[Stored items from a collection]
╭──
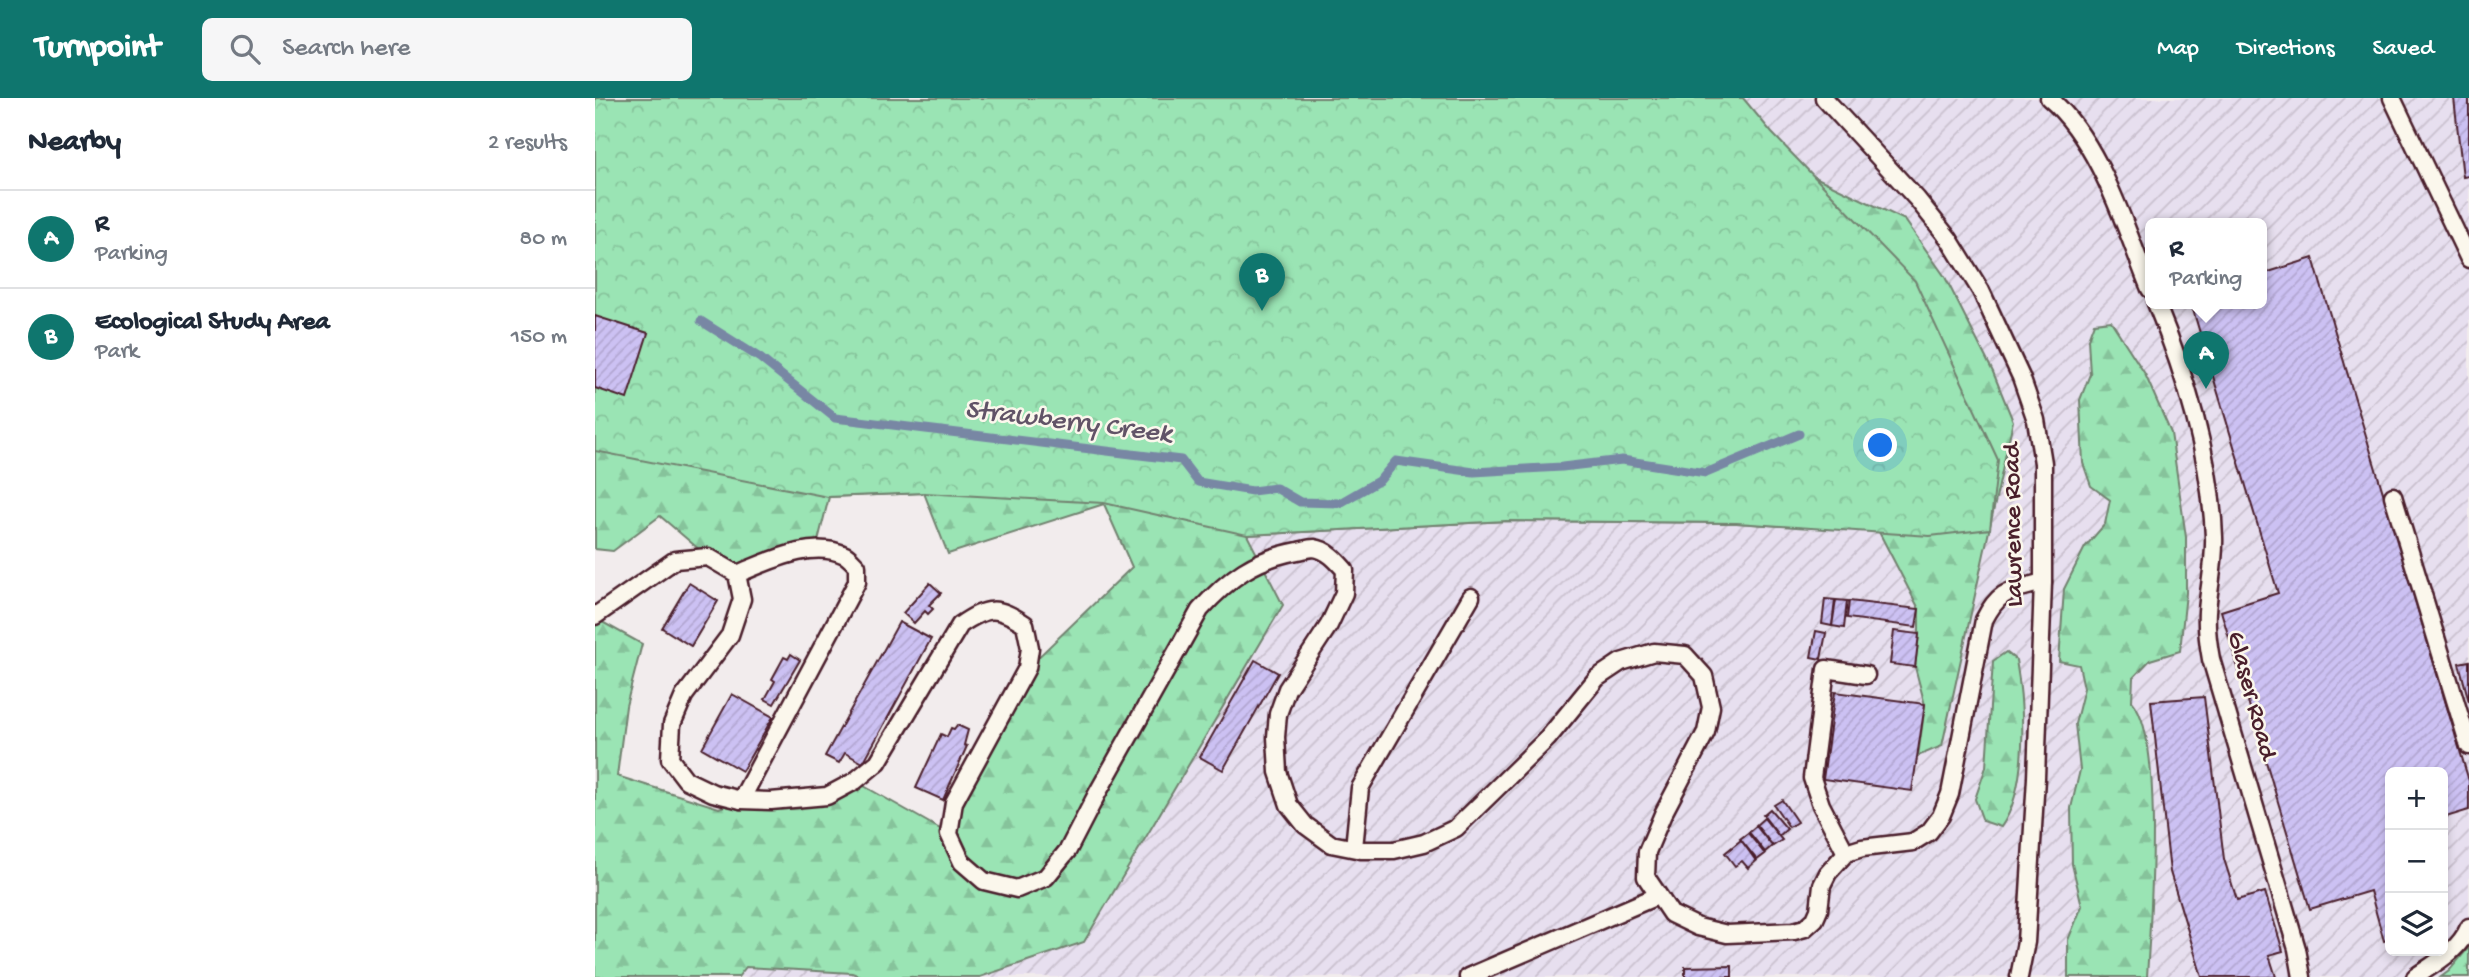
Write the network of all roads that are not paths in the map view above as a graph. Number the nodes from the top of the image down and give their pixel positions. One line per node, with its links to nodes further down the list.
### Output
1 (1824, 98): 9 (lane, Lawrence Road)
2 (2049, 98): 5 (lane)
3 (2392, 98): 4 (lane)
4 (2469, 259)
5 (2145, 277)
6 (2158, 309): 21 (lane, Glaser Road)
7 (2393, 496): 13 (lane)
8 (737, 574): 11 (lane); 14 (lane); 14 (lane)
9 (2043, 582): 16 (lane); 20 (lane, Lawrence Road)
10 (1471, 597): 15 (lane)
11 (595, 616)
12 (1866, 675): 16 (lane)
13 (2469, 746)
14 (741, 800): 15 (lane)
15 (1354, 848): 17 (lane)
16 (1846, 853): 17 (lane)
17 (1657, 896): 19 (lane)
18 (2469, 927): 22 (lane)
19 (1468, 977)
20 (2019, 977)
21 (2302, 977)
22 (2415, 977)

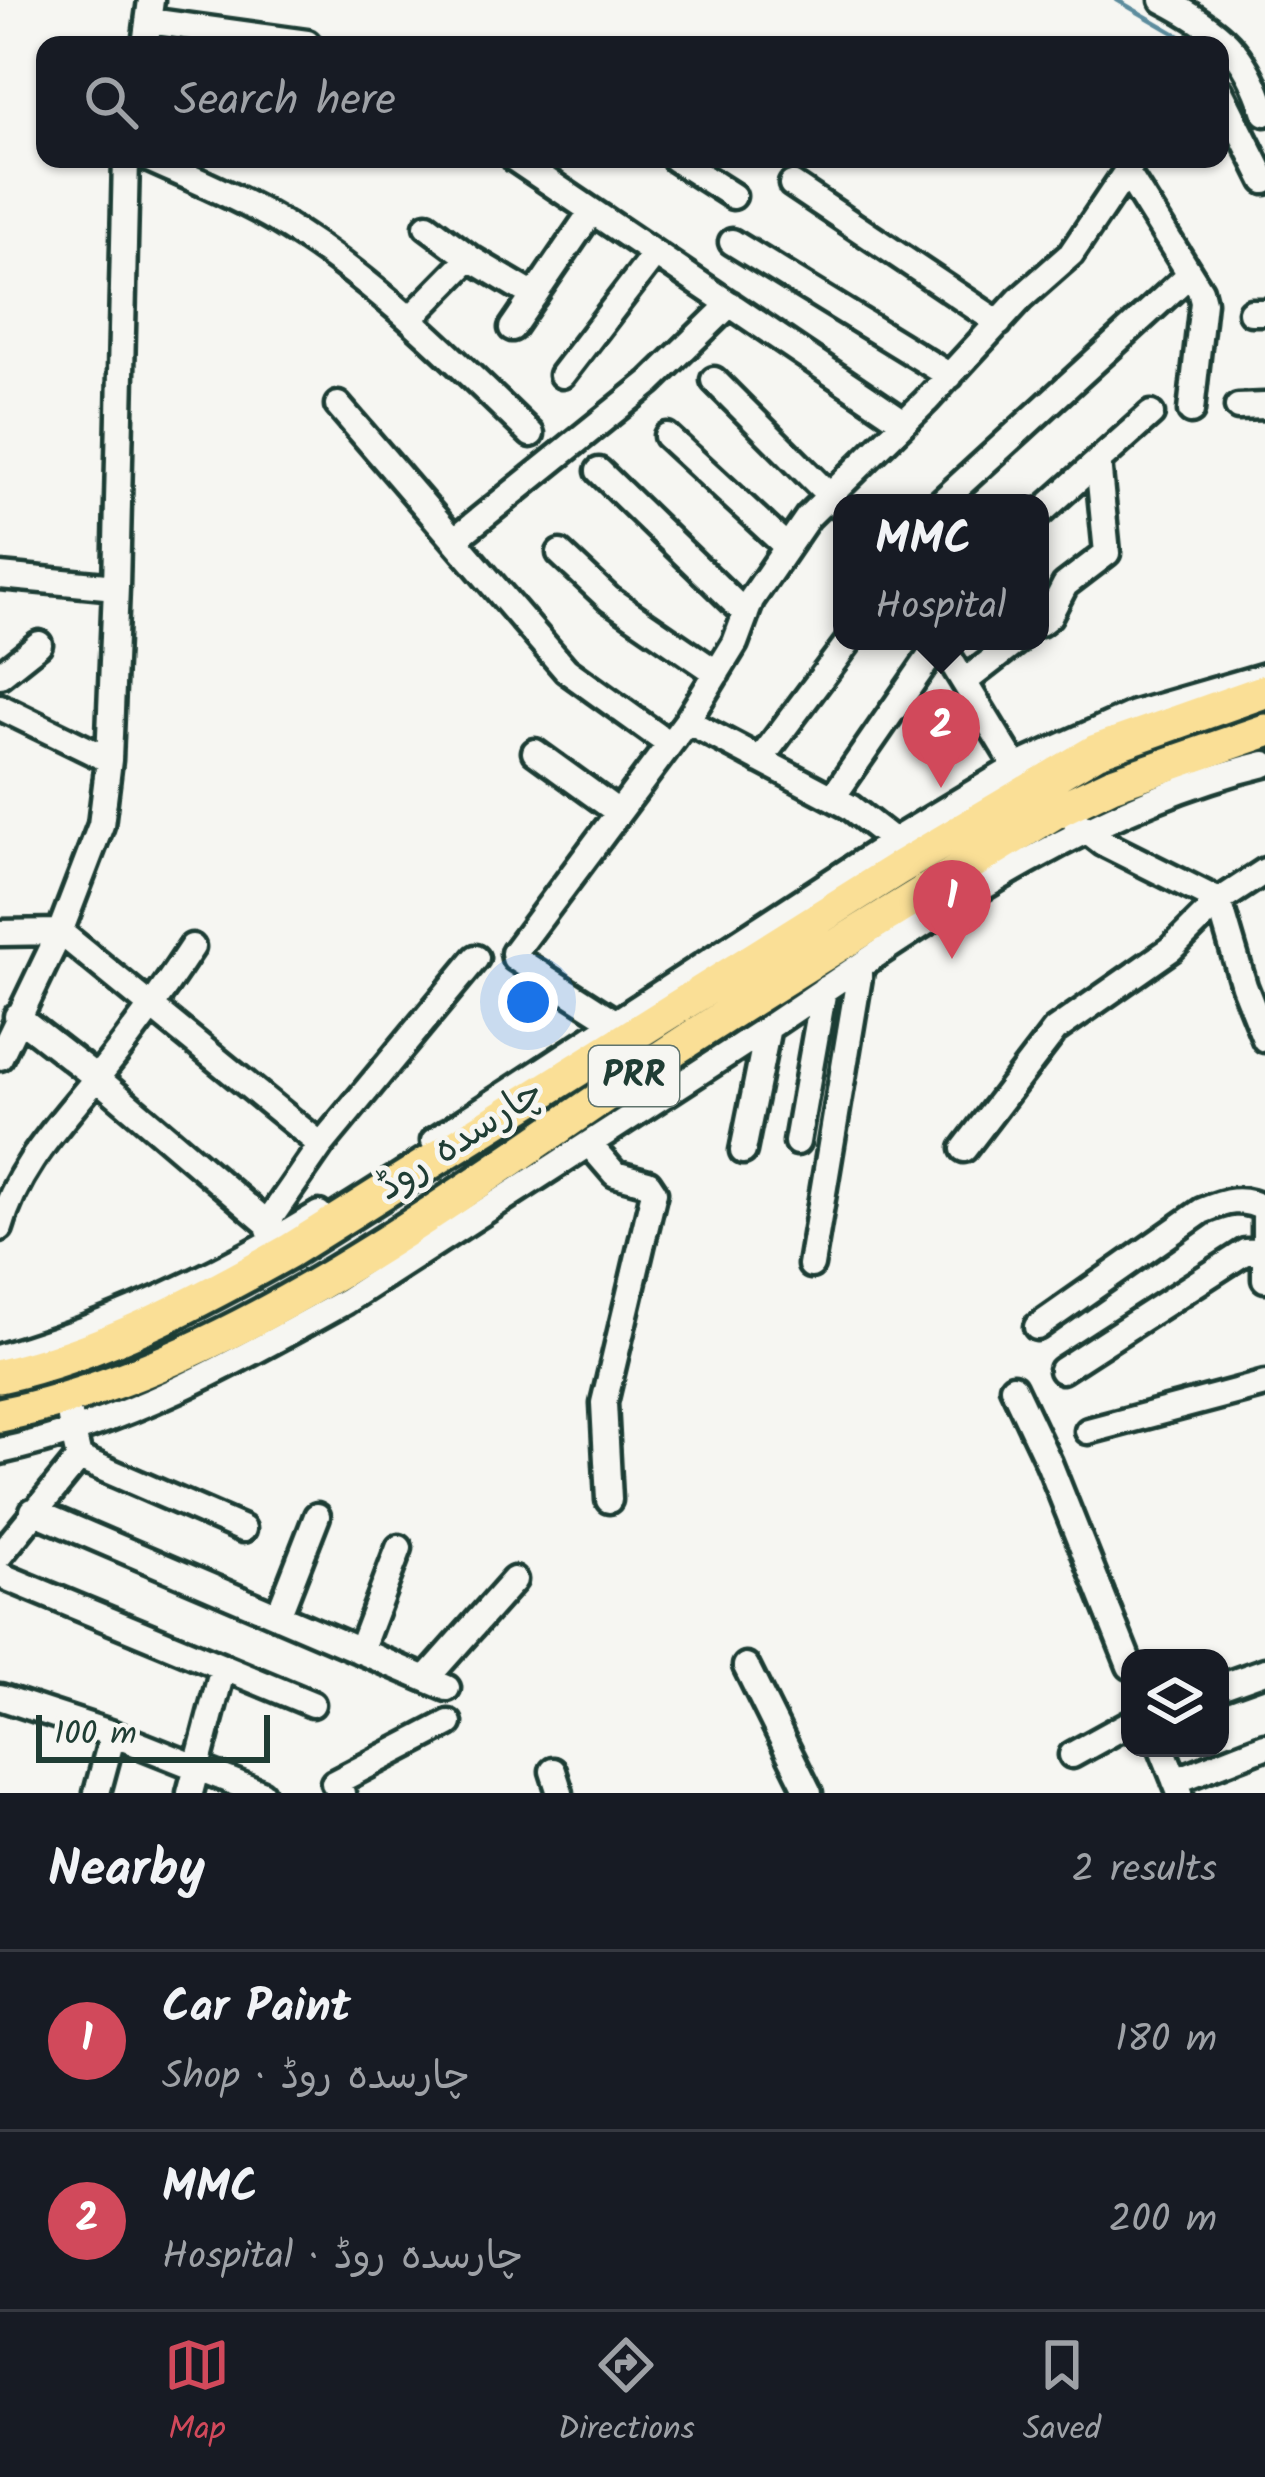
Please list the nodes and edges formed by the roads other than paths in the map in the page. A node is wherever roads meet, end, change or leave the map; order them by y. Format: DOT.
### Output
graph roads {
  1 [pos="1162,0"];
  2 [pos="148,22"];
  3 [pos="254,36"];
  4 [pos="1208,36"];
  5 [pos="1229,46"];
  6 [pos="1229,109"];
  7 [pos="1265,113"];
  8 [pos="126,168"];
  9 [pos="168,168"];
  10 [pos="534,168"];
  11 [pos="689,168"];
  12 [pos="1130,168"];
  13 [pos="1132,168"];
  14 [pos="1265,181"];
  15 [pos="792,184"];
  16 [pos="733,196"];
  17 [pos="592,211"];
  18 [pos="427,226"];
  19 [pos="732,242"];
  20 [pos="656,254"];
  21 [pos="470,259"];
  22 [pos="1190,274"];
  23 [pos="534,296"];
  24 [pos="730,304"];
  25 [pos="410,319"];
  26 [pos="999,322"];
  27 [pos="512,328"];
  28 [pos="562,375"];
  29 [pos="950,376"];
  30 [pos="714,380"];
  31 [pos="338,405"];
  32 [pos="1265,406"];
  33 [pos="1238,407"];
  34 [pos="1191,411"];
  35 [pos="1151,414"];
  36 [pos="904,422"];
  37 [pos="531,434"];
  38 [pos="667,436"];
  39 [pos="1098,461"];
  40 [pos="599,471"];
  41 [pos="842,494"];
  42 [pos="950,494"];
  43 [pos="833,498"];
  44 [pos="833,504"];
  45 [pos="1049,505"];
  46 [pos="454,540"];
  47 [pos="787,547"];
  48 [pos="560,553"];
  49 [pos="0,576"];
  50 [pos="116,586"];
  51 [pos="746,614"];
  52 [pos="1049,616"];
  53 [pos="39,644"];
  54 [pos="842,650"];
  55 [pos="934,650"];
  56 [pos="944,650"];
  57 [pos="1005,650"];
  58 [pos="717,673"];
  59 [pos="0,675"];
  60 [pos="1265,676"];
  61 [pos="964,682"];
  62 [pos="1265,691"];
  63 [pos="0,707"];
  64 [pos="687,721"];
  65 [pos="1265,731"];
  66 [pos="669,744"];
  67 [pos="535,752"];
  68 [pos="110,760"];
  69 [pos="760,760"];
  70 [pos="1265,764"];
  71 [pos="1023,778"];
  72 [pos="833,797"];
  73 [pos="619,812"];
  74 [pos="1073,820"];
  75 [pos="905,850"];
  76 [pos="1265,871"];
  77 [pos="1219,901"];
  78 [pos="60,932"];
  79 [pos="0,933"];
  80 [pos="192,947"];
  81 [pos="476,958"];
  82 [pos="861,964"];
  83 [pos="824,989"];
  84 [pos="715,1004"];
  85 [pos="153,1006"];
  86 [pos="16,1016"];
  87 [pos="615,1022"];
  88 [pos="768,1027"];
  89 [pos="1265,1039"];
  90 [pos="2,1047"];
  91 [pos="97,1078"];
  92 [pos="797,1142"];
  93 [pos="321,1145"];
  94 [pos="590,1145"];
  95 [pos="964,1149"];
  96 [pos="742,1151"];
  97 [pos="1265,1209"];
  98 [pos="1265,1219"];
  99 [pos="0,1228"];
  100 [pos="270,1232"];
  101 [pos="1263,1251"];
  102 [pos="811,1265"];
  103 [pos="1265,1279"];
  104 [pos="1037,1327"];
  105 [pos="0,1357"];
  106 [pos="1062,1370"];
  107 [pos="0,1376"];
  108 [pos="1265,1384"];
  109 [pos="1013,1387"];
  110 [pos="69,1413"];
  111 [pos="0,1415"];
  112 [pos="1088,1431"];
  113 [pos="0,1450"];
  114 [pos="79,1458"];
  115 [pos="609,1500"];
  116 [pos="33,1511"];
  117 [pos="316,1516"];
  118 [pos="243,1529"];
  119 [pos="399,1548"];
  120 [pos="0,1555"];
  121 [pos="0,1575"];
  122 [pos="514,1580"];
  123 [pos="278,1616"];
  124 [pos="1123,1649"];
  125 [pos="360,1651"];
  126 [pos="746,1666"];
  127 [pos="223,1668"];
  128 [pos="1265,1671"];
  129 [pos="1229,1684"];
  130 [pos="0,1697"];
  131 [pos="312,1704"];
  132 [pos="449,1723"];
  133 [pos="1121,1728"];
  134 [pos="113,1734"];
  135 [pos="1265,1746"];
  136 [pos="1072,1755"];
  137 [pos="1166,1757"];
  138 [pos="198,1768"];
  139 [pos="1178,1787"];
  140 [pos="97,1793"];
  141 [pos="190,1793"];
  142 [pos="261,1793"];
  143 [pos="342,1793"];
  144 [pos="809,1793"];
  1 -- 4 [label="street"];
  2 -- 3 [label="street"];
  5 -- 7 [label="street"];
  6 -- 14 [label="street"];
  8 -- 50 [label="street"];
  9 -- 25 [label="street"];
  10 -- 17 [label="street"];
  11 -- 16 [label="street"];
  12 -- 26 [label="street"];
  13 -- 22 [label="street"];
  15 -- 26 [label="street"];
  17 -- 20 [label="street"];
  17 -- 23 [label="street"];
  18 -- 21 [label="street"];
  19 -- 29 [label="street"];
  20 -- 24 [label="street"];
  20 -- 28 [label="street"];
  21 -- 23 [label="street"];
  21 -- 25 [label="street"];
  22 -- 34 [label="street"];
  22 -- 42 [label="street"];
  23 -- 27 [label="street"];
  24 -- 36 [label="street"];
  24 -- 46 [label="street"];
  25 -- 37 [label="street"];
  26 -- 29 [label="street"];
  29 -- 36 [label="street"];
  30 -- 43 [label="street"];
  31 -- 46 [label="street"];
  32 -- 33 [label="street"];
  35 -- 39 [label="street"];
  36 -- 41 [label="street"];
  38 -- 47 [label="street"];
  39 -- 45 [label="street"];
  39 -- 52 [label="street"];
  40 -- 51 [label="street"];
  44 -- 47 [label="street"];
  46 -- 66 [label="street"];
  47 -- 51 [label="street"];
  48 -- 58 [label="street"];
  49 -- 50 [label="street"];
  50 -- 68 [label="street"];
  51 -- 58 [label="street"];
  53 -- 59 [label="street"];
  54 -- 69 [label="street"];
  55 -- 72 [label="street"];
  56 -- 61 [label="street"];
  57 -- 61 [label="street"];
  58 -- 64 [label="street"];
  60 -- 71 [label="street"];
  61 -- 71 [label="street"];
  62 -- 71 [label="highway, چارسدہ روڈ / PRR"];
  63 -- 68 [label="street"];
  64 -- 66 [label="street"];
  64 -- 69 [label="street"];
  65 -- 74 [label="highway, چارسدہ روڈ / PRR"];
  66 -- 73 [label="street"];
  67 -- 73 [label="street"];
  68 -- 78 [label="street"];
  69 -- 72 [label="street"];
  70 -- 74 [label="street"];
  71 -- 75 [label="highway, چارسدہ روڈ / PRR"];
  72 -- 75 [label="street"];
  73 -- 87 [label="street"];
  74 -- 77 [label="street"];
  74 -- 82 [label="street"];
  74 -- 84 [label="highway, چارسدہ روڈ / PRR"];
  75 -- 84 [label="highway, چارسدہ روڈ / PRR"];
  75 -- 87 [label="street"];
  76 -- 77 [label="street"];
  77 -- 89 [label="street"];
  77 -- 95 [label="street"];
  78 -- 79 [label="street"];
  78 -- 85 [label="street"];
  78 -- 86 [label="street"];
  80 -- 85 [label="street"];
  81 -- 93 [label="street"];
  82 -- 83 [label="street"];
  82 -- 102 [label="street"];
  83 -- 88 [label="street"];
  83 -- 92 [label="street"];
  84 -- 107 [label="highway, چارسدہ روڈ / PRR"];
  84 -- 110 [label="highway, چارسدہ روڈ / PRR"];
  85 -- 91 [label="street"];
  85 -- 93 [label="street"];
  86 -- 90 [label="street"];
  86 -- 91 [label="street"];
  87 -- 100 [label="street"];
  88 -- 94 [label="street"];
  88 -- 96 [label="street"];
  91 -- 99 [label="street"];
  91 -- 100 [label="street"];
  93 -- 100 [label="street"];
  94 -- 110 [label="street"];
  94 -- 115 [label="street"];
  97 -- 104 [label="street"];
  98 -- 101 [label="street"];
  100 -- 105 [label="street"];
  101 -- 103 [label="street"];
  101 -- 106 [label="street"];
  108 -- 112 [label="street"];
  109 -- 124 [label="street"];
  110 -- 111 [label="highway, چارسدہ روڈ / PRR"];
  110 -- 113 [label="street"];
  110 -- 114 [label="street"];
  114 -- 116 [label="street"];
  114 -- 118 [label="street"];
  116 -- 120 [label="street"];
  116 -- 123 [label="street"];
  117 -- 123 [label="street"];
  119 -- 125 [label="street"];
  121 -- 127 [label="street"];
  122 -- 125 [label="street"];
  123 -- 125 [label="street"];
  126 -- 144 [label="street"];
  127 -- 131 [label="street"];
  127 -- 138 [label="street"];
  128 -- 129 [label="street"];
  130 -- 134 [label="street"];
  132 -- 143 [label="street"];
  133 -- 136 [label="street"];
  134 -- 138 [label="street"];
  134 -- 140 [label="street"];
  135 -- 139 [label="street"];
  137 -- 139 [label="street"];
  138 -- 141 [label="street"];
  138 -- 142 [label="street"];
}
╰──
Scan the data for the word "graph" and copy every line where it shows up.

### TASK OUTPUT:
Write the network of all roads that are not paths in the map view above as a graph. Number the nodes from the top of the image down and give their pixel positions. One line per node, with its links to nodes further down the list.
graph roads {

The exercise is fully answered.